§ **ASSIGNMENT**
Produce a word-for-word copy of the data that follows, excluding images.

[Stored data]
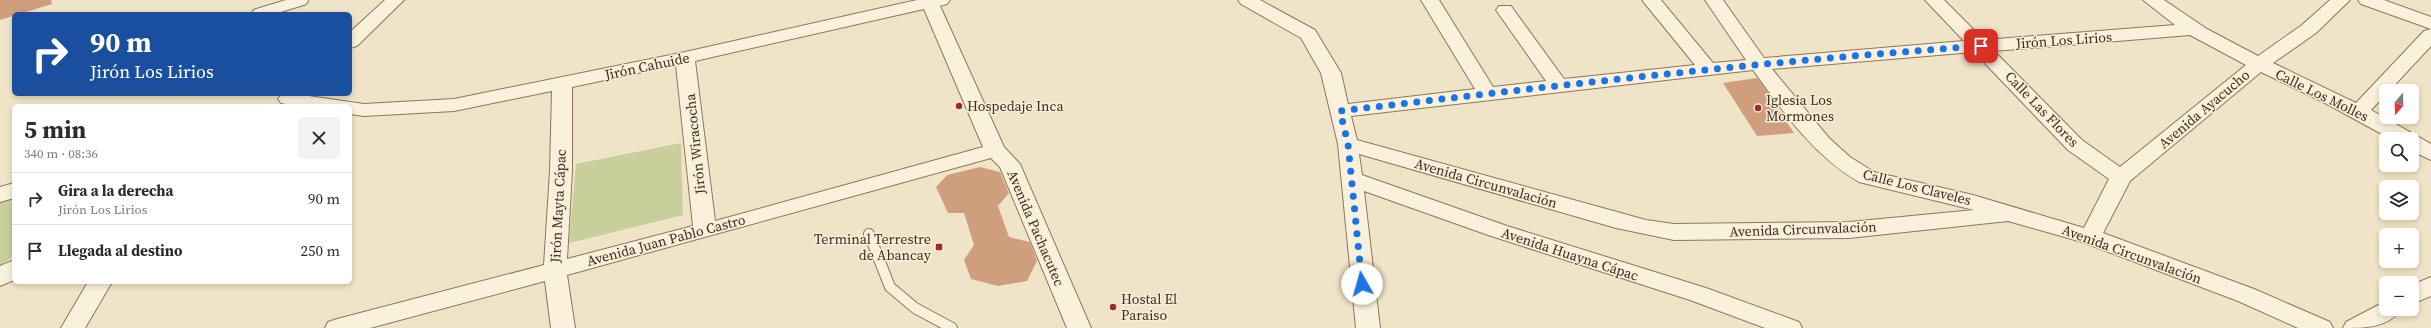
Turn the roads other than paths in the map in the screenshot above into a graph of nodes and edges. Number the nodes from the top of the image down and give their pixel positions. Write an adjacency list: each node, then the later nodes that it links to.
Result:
1 (303, 0): 13 (lane)
2 (395, 0): 17 (street)
3 (1247, 0): 29 (street)
4 (1430, 0): 25 (street)
5 (1651, 0): 22 (street)
6 (1714, 0): 20 (street, Calle Los Claveles)
7 (1934, 0): 18 (street, Calle Las Flores)
8 (2152, 0): 15 (street, Calle Los Molles)
9 (2341, 0): 21 (street, Avenida Ayacucho)
10 (2367, 0): 14 (street)
11 (933, 1): 19 (street, Jirón Cahuide); 34 (street, Avenida Pachacutec)
12 (1505, 10): 24 (street)
13 (264, 12)
14 (2431, 23)
15 (2191, 29): 18 (street, Jirón Los Lirios); 21 (street, Calle Los Molles)
16 (2431, 35): 30 (street)
17 (352, 40)
18 (1981, 46): 20 (street, Jirón Los Lirios); 36 (street, Calle Las Flores)
19 (685, 58): 23 (street, Jirón Cahuide); 41 (street, Jirón Wiracocha)
20 (1758, 65): 22 (street, Jirón Los Lirios); 40 (street, Calle Los Claveles)
21 (2258, 65): 30 (street, Calle Los Molles); 36 (street, Avenida Ayacucho)
22 (1710, 70): 24 (street, Jirón Los Lirios)
23 (562, 84): 28 (street, Jirón Cahuide); 45 (street, Jirón Mayta Cápac)
24 (1559, 85): 25 (street, Jirón Los Lirios)
25 (1488, 94): 29 (street, Jirón Los Lirios)
26 (287, 100): 27 (street)
27 (321, 104)
28 (352, 108)
29 (1340, 111): 32 (street)
30 (2358, 112): 31 (street, Calle Los Molles)
31 (2394, 132)
32 (1348, 144): 37 (street); 40 (street, Avenida Circunvalación)
33 (2419, 146): 35 (street)
34 (995, 150): 41 (street, Avenida Juan Pablo Castro); 55 (street, Avenida Pachacutec)
35 (2431, 153)
36 (2121, 177): 43 (street, Avenida Ayacucho)
37 (1350, 179): 56 (street); 57 (street, Avenida Huayna Cápac)
38 (12, 191): 39 (street)
39 (0, 195)
40 (2008, 214): 43 (street, Avenida Circunvalación)
41 (705, 231): 45 (street, Avenida Juan Pablo Castro)
42 (869, 234): 54 (lane)
43 (2090, 237): 58 (street, Avenida Circunvalación)
44 (12, 269): 46 (street)
45 (555, 269): 52 (street, Avenida Juan Pablo Castro); 53 (street, Jirón Mayta Cápac)
46 (0, 278)
47 (99, 284): 51 (street)
48 (2431, 285): 49 (street)
49 (2419, 292)
50 (2379, 315): 59 (street)
51 (73, 328)
52 (337, 328)
53 (563, 328)
54 (952, 328)
55 (1079, 328)
56 (1368, 328)
57 (1790, 328)
58 (2321, 328)
59 (2355, 328)

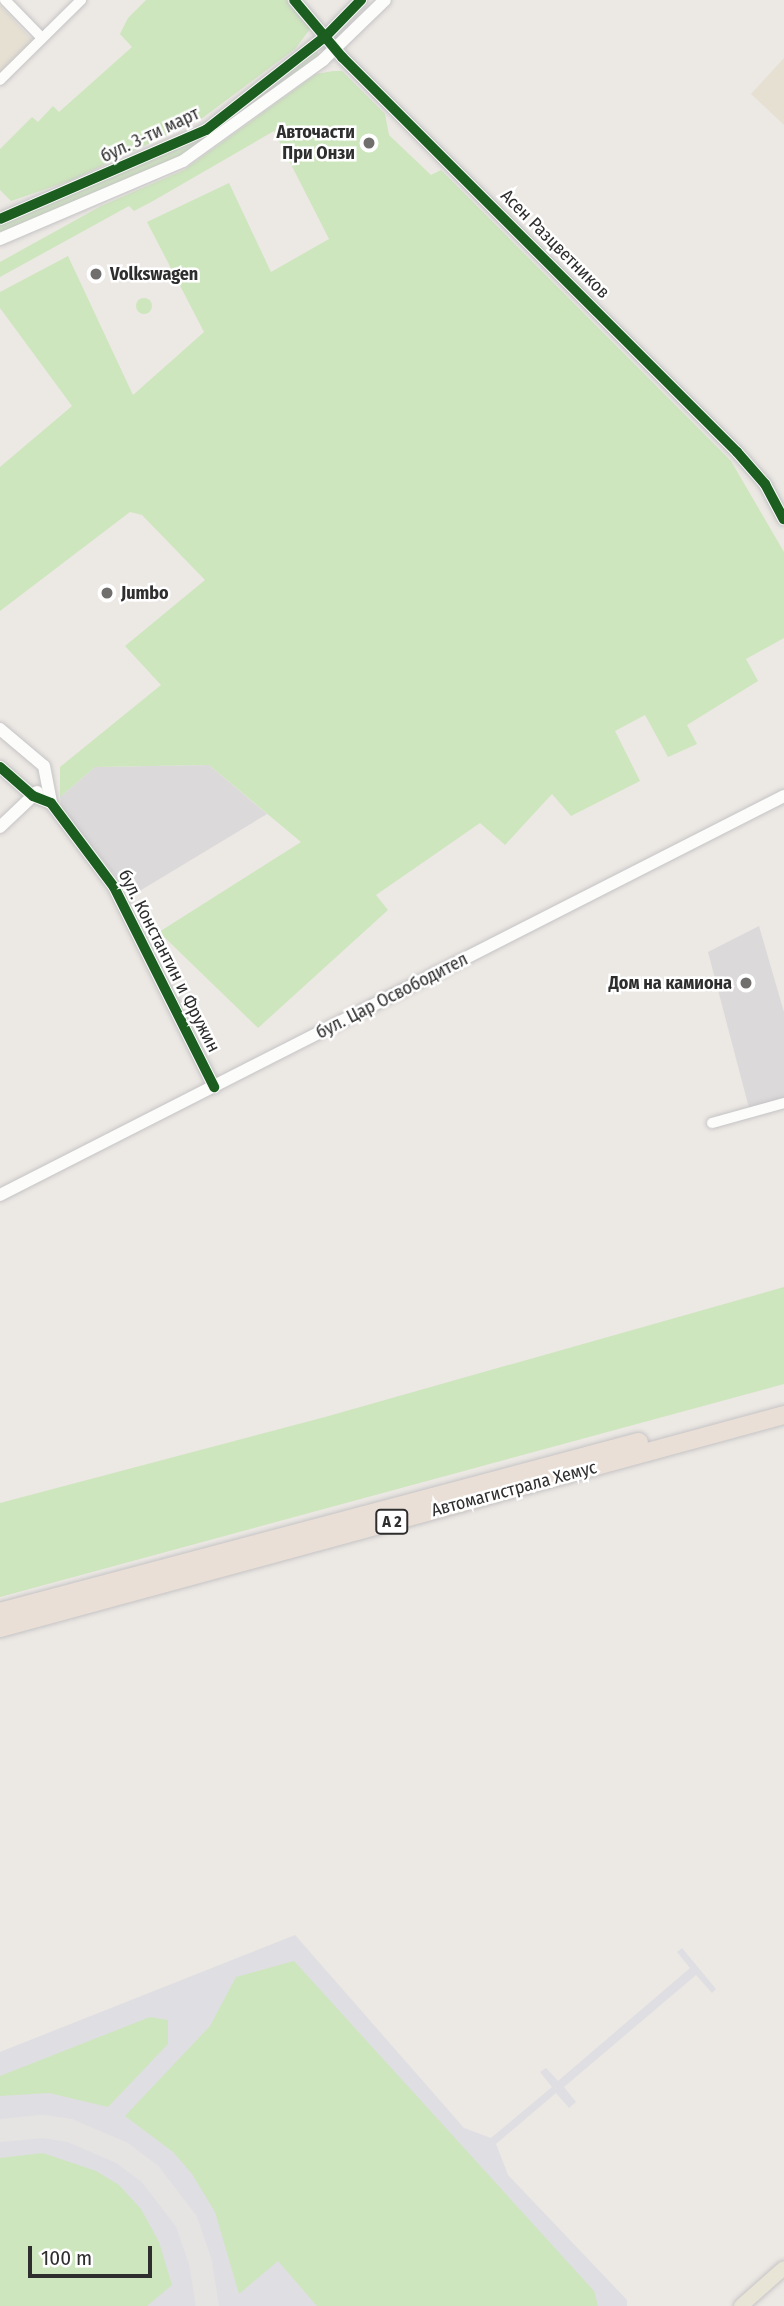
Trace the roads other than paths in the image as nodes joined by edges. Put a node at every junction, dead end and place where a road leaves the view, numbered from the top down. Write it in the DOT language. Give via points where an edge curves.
graph roads {
  1 [pos="5,0"];
  2 [pos="80,0"];
  3 [pos="294,0"];
  4 [pos="361,0"];
  5 [pos="385,0"];
  6 [pos="327,35"];
  7 [pos="42,38"];
  8 [pos="336,50"];
  9 [pos="0,80"];
  10 [pos="0,219"];
  11 [pos="0,239"];
  12 [pos="784,519"];
  13 [pos="0,729"];
  14 [pos="0,767"];
  15 [pos="49,779"];
  16 [pos="33,796"];
  17 [pos="784,796"];
  18 [pos="51,803"];
  19 [pos="0,827"];
  20 [pos="214,1087"];
  21 [pos="784,1104"];
  22 [pos="712,1124"];
  23 [pos="0,1195"];
  24 [pos="784,1403"];
  25 [pos="784,1415"];
  26 [pos="39,1602"];
  27 [pos="0,1604"];
  28 [pos="0,1612"];
  29 [pos="0,1628"];
  30 [pos="784,2269"];
  31 [pos="741,2306"];
  1 -- 7 [label="street"];
  2 -- 7 [label="street"];
  3 -- 6 [label="street, Асен Разцветников"];
  4 -- 6 [label="street, бул. 3-ти март"];
  5 -- 8 [label="street, бул. 3-ти март"];
  6 -- 8 [label="street, Асен Разцветников"];
  6 -- 10 [label="street, бул. 3-ти март" via="206,130"];
  7 -- 9 [label="street"];
  8 -- 11 [label="street, бул. 3-ти март" via="183,160"];
  8 -- 12 [label="street, Асен Разцветников" via="737,452 765,484"];
  13 -- 15 [label="street" via="44,766"];
  14 -- 16 [label="street"];
  15 -- 16 [label="street"];
  15 -- 18 [label="street"];
  16 -- 18 [label="street"];
  16 -- 19 [label="street"];
  17 -- 20 [label="street, бул. Цар Освободител"];
  18 -- 20 [label="street, бул. Константин и Фружин" via="114,887"];
  20 -- 23 [label="street, бул. Цар Освободител"];
  21 -- 22 [label="street"];
  24 -- 26 [label="highway, Автомагистрала Хемус / A 2"];
  25 -- 29 [label="highway, Автомагистрала Хемус / A 2"];
  26 -- 27 [label="highway" via="26,1597"];
  26 -- 28 [label="highway, Автомагистрала Хемус / A 2"];
  30 -- 31 [label="main road"];
}
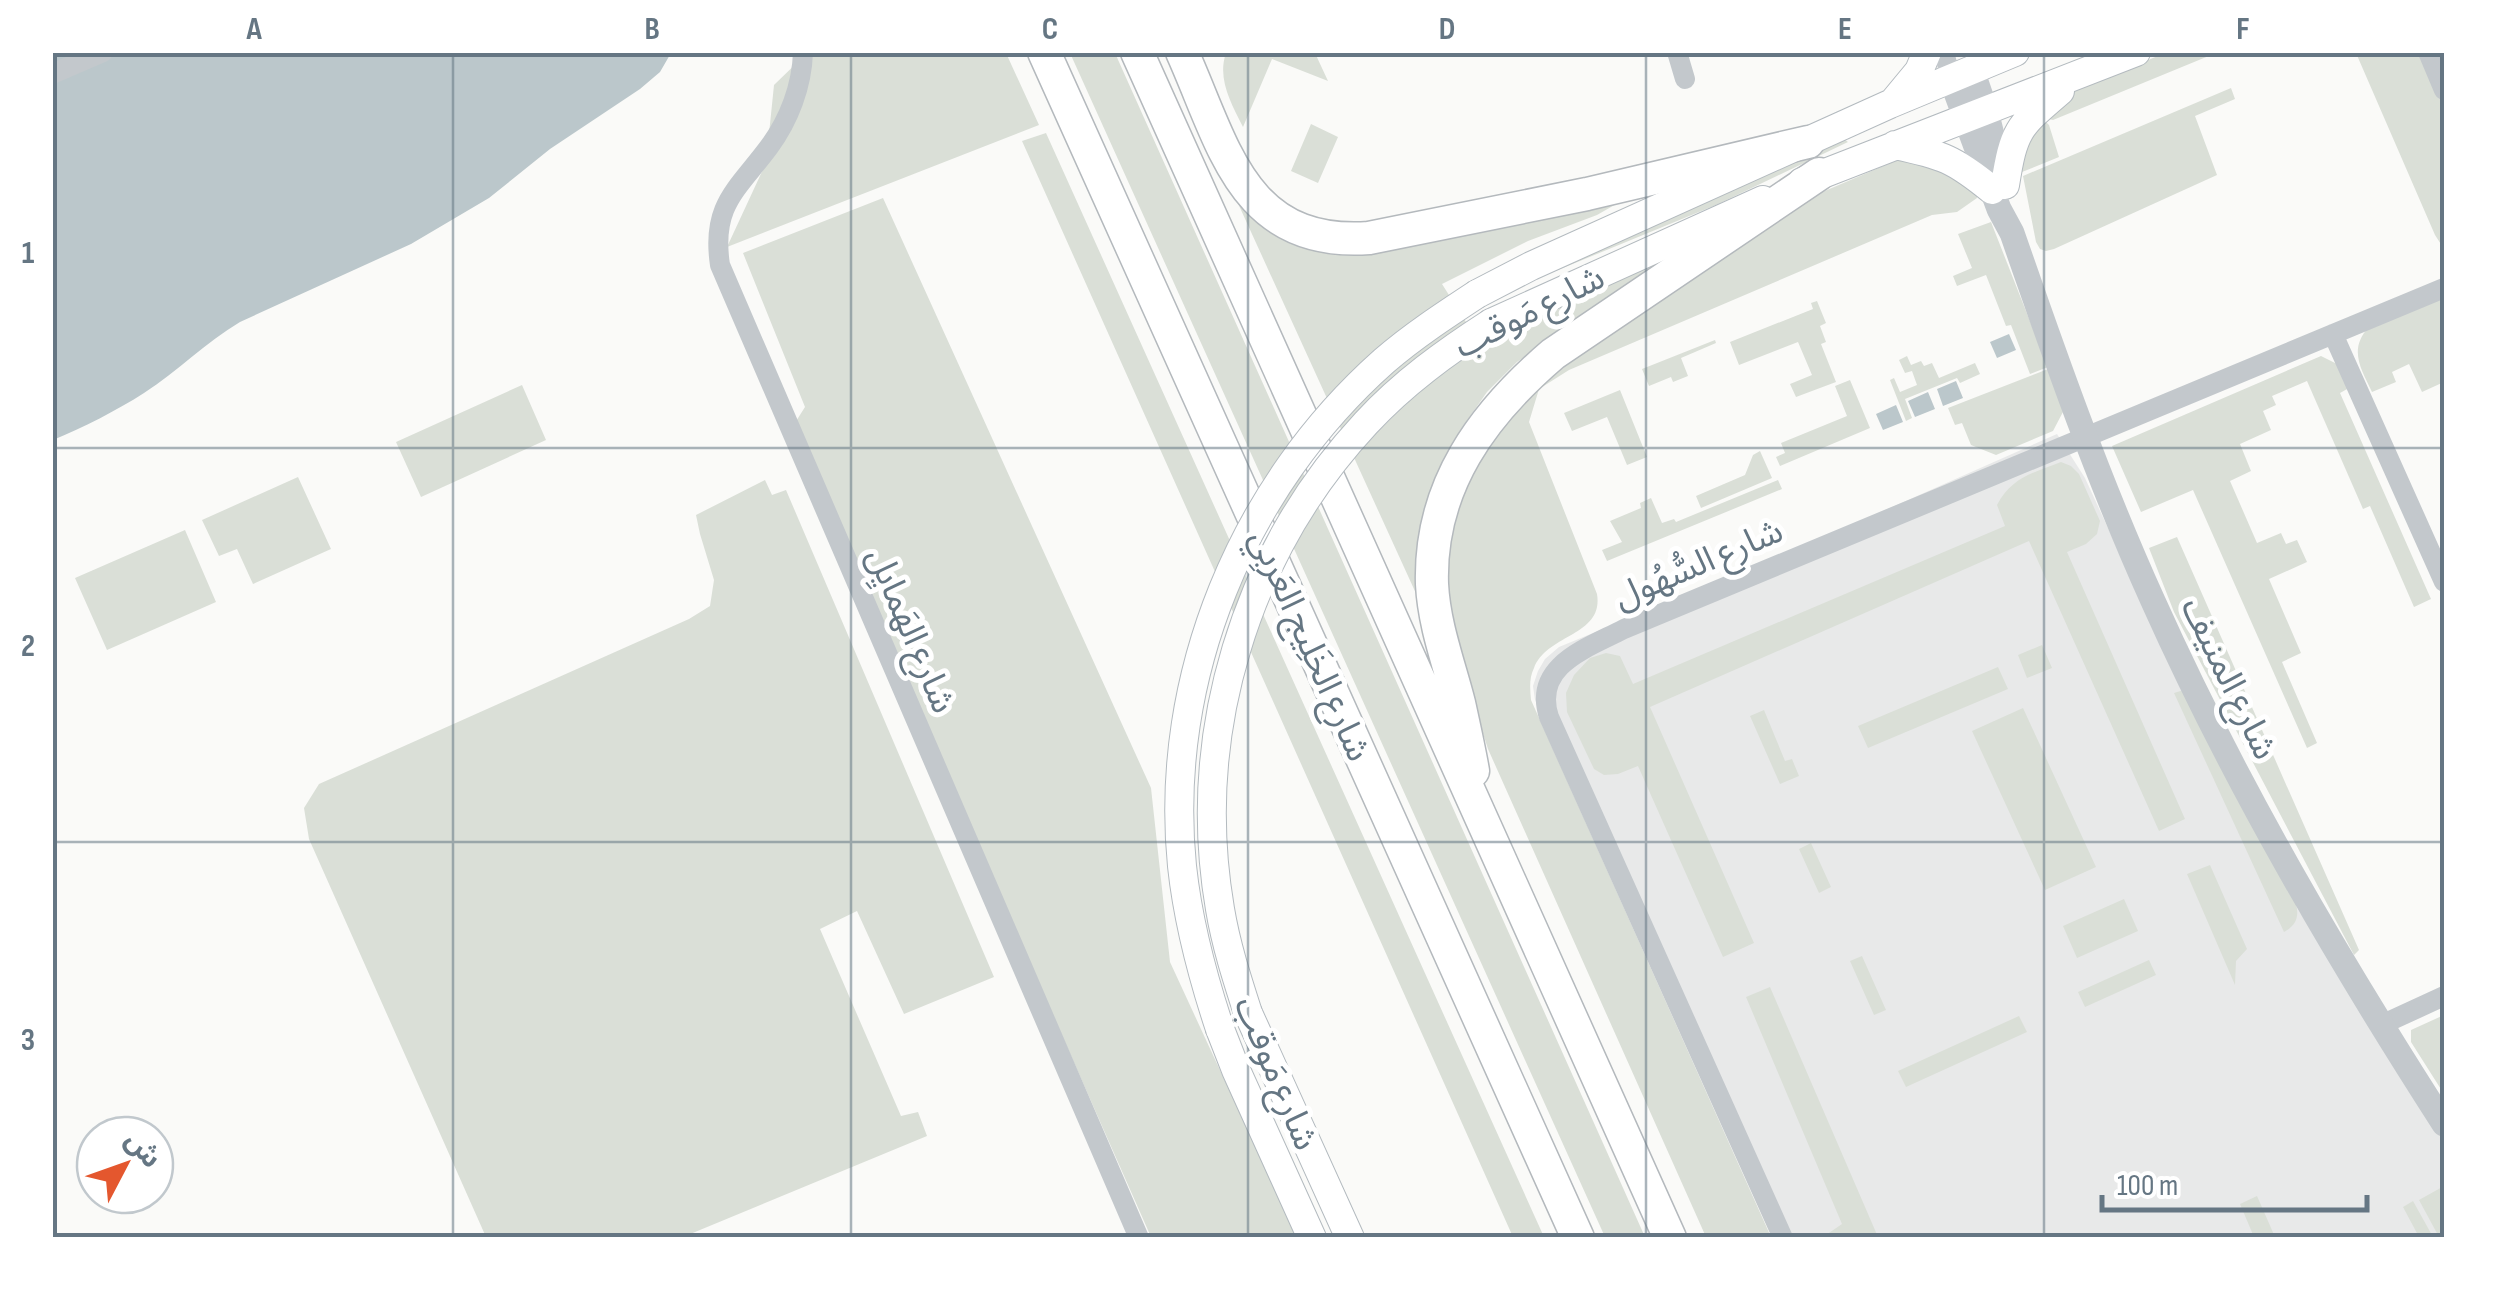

§ **SOLUTION TO THIS EXERCISE**
Turn the roads other than paths in the map in the screenshot above into a graph of nodes and edges. Number the nodes from the top of the image down and give their pixel positions. Write an adjacency list: each node, then the later nodes that it links to.
Result:
1 (303, 0): 13 (lane)
2 (395, 0): 17 (street)
3 (1247, 0): 29 (street)
4 (1430, 0): 25 (street)
5 (1651, 0): 22 (street)
6 (1714, 0): 20 (street, Calle Los Claveles)
7 (1934, 0): 18 (street, Calle Las Flores)
8 (2152, 0): 15 (street, Calle Los Molles)
9 (2341, 0): 21 (street, Avenida Ayacucho)
10 (2367, 0): 14 (street)
11 (933, 1): 19 (street, Jirón Cahuide); 34 (street, Avenida Pachacutec)
12 (1505, 10): 24 (street)
13 (264, 12)
14 (2431, 23)
15 (2191, 29): 18 (street, Jirón Los Lirios); 21 (street, Calle Los Molles)
16 (2431, 35): 30 (street)
17 (352, 40)
18 (1981, 46): 20 (street, Jirón Los Lirios); 36 (street, Calle Las Flores)
19 (685, 58): 23 (street, Jirón Cahuide); 41 (street, Jirón Wiracocha)
20 (1758, 65): 22 (street, Jirón Los Lirios); 40 (street, Calle Los Claveles)
21 (2258, 65): 30 (street, Calle Los Molles); 36 (street, Avenida Ayacucho)
22 (1710, 70): 24 (street, Jirón Los Lirios)
23 (562, 84): 28 (street, Jirón Cahuide); 45 (street, Jirón Mayta Cápac)
24 (1559, 85): 25 (street, Jirón Los Lirios)
25 (1488, 94): 29 (street, Jirón Los Lirios)
26 (287, 100): 27 (street)
27 (321, 104)
28 (352, 108)
29 (1340, 111): 32 (street)
30 (2358, 112): 31 (street, Calle Los Molles)
31 (2394, 132)
32 (1348, 144): 37 (street); 40 (street, Avenida Circunvalación)
33 (2419, 146): 35 (street)
34 (995, 150): 41 (street, Avenida Juan Pablo Castro); 55 (street, Avenida Pachacutec)
35 (2431, 153)
36 (2121, 177): 43 (street, Avenida Ayacucho)
37 (1350, 179): 56 (street); 57 (street, Avenida Huayna Cápac)
38 (12, 191): 39 (street)
39 (0, 195)
40 (2008, 214): 43 (street, Avenida Circunvalación)
41 (705, 231): 45 (street, Avenida Juan Pablo Castro)
42 (869, 234): 54 (lane)
43 (2090, 237): 58 (street, Avenida Circunvalación)
44 (12, 269): 46 (street)
45 (555, 269): 52 (street, Avenida Juan Pablo Castro); 53 (street, Jirón Mayta Cápac)
46 (0, 278)
47 (99, 284): 51 (street)
48 (2431, 285): 49 (street)
49 (2419, 292)
50 (2379, 315): 59 (street)
51 (73, 328)
52 (337, 328)
53 (563, 328)
54 (952, 328)
55 (1079, 328)
56 (1368, 328)
57 (1790, 328)
58 (2321, 328)
59 (2355, 328)

Trace the roads other than paths in the image as nodes joined by edges. Put a node at every junction, dead end and place where a road leaves the view, numbered from the top down. Write it in the DOT language. Give via points where an edge curves.
graph roads {
  1 [pos="5,0"];
  2 [pos="80,0"];
  3 [pos="294,0"];
  4 [pos="361,0"];
  5 [pos="385,0"];
  6 [pos="327,35"];
  7 [pos="42,38"];
  8 [pos="336,50"];
  9 [pos="0,80"];
  10 [pos="0,219"];
  11 [pos="0,239"];
  12 [pos="784,519"];
  13 [pos="0,729"];
  14 [pos="0,767"];
  15 [pos="49,779"];
  16 [pos="33,796"];
  17 [pos="784,796"];
  18 [pos="51,803"];
  19 [pos="0,827"];
  20 [pos="214,1087"];
  21 [pos="784,1104"];
  22 [pos="712,1124"];
  23 [pos="0,1195"];
  24 [pos="784,1403"];
  25 [pos="784,1415"];
  26 [pos="39,1602"];
  27 [pos="0,1604"];
  28 [pos="0,1612"];
  29 [pos="0,1628"];
  30 [pos="784,2269"];
  31 [pos="741,2306"];
  1 -- 7 [label="street"];
  2 -- 7 [label="street"];
  3 -- 6 [label="street, Асен Разцветников"];
  4 -- 6 [label="street, бул. 3-ти март"];
  5 -- 8 [label="street, бул. 3-ти март"];
  6 -- 8 [label="street, Асен Разцветников"];
  6 -- 10 [label="street, бул. 3-ти март" via="206,130"];
  7 -- 9 [label="street"];
  8 -- 11 [label="street, бул. 3-ти март" via="183,160"];
  8 -- 12 [label="street, Асен Разцветников" via="737,452 765,484"];
  13 -- 15 [label="street" via="44,766"];
  14 -- 16 [label="street"];
  15 -- 16 [label="street"];
  15 -- 18 [label="street"];
  16 -- 18 [label="street"];
  16 -- 19 [label="street"];
  17 -- 20 [label="street, бул. Цар Освободител"];
  18 -- 20 [label="street, бул. Константин и Фружин" via="114,887"];
  20 -- 23 [label="street, бул. Цар Освободител"];
  21 -- 22 [label="street"];
  24 -- 26 [label="highway, Автомагистрала Хемус / A 2"];
  25 -- 29 [label="highway, Автомагистрала Хемус / A 2"];
  26 -- 27 [label="highway" via="26,1597"];
  26 -- 28 [label="highway, Автомагистрала Хемус / A 2"];
  30 -- 31 [label="main road"];
}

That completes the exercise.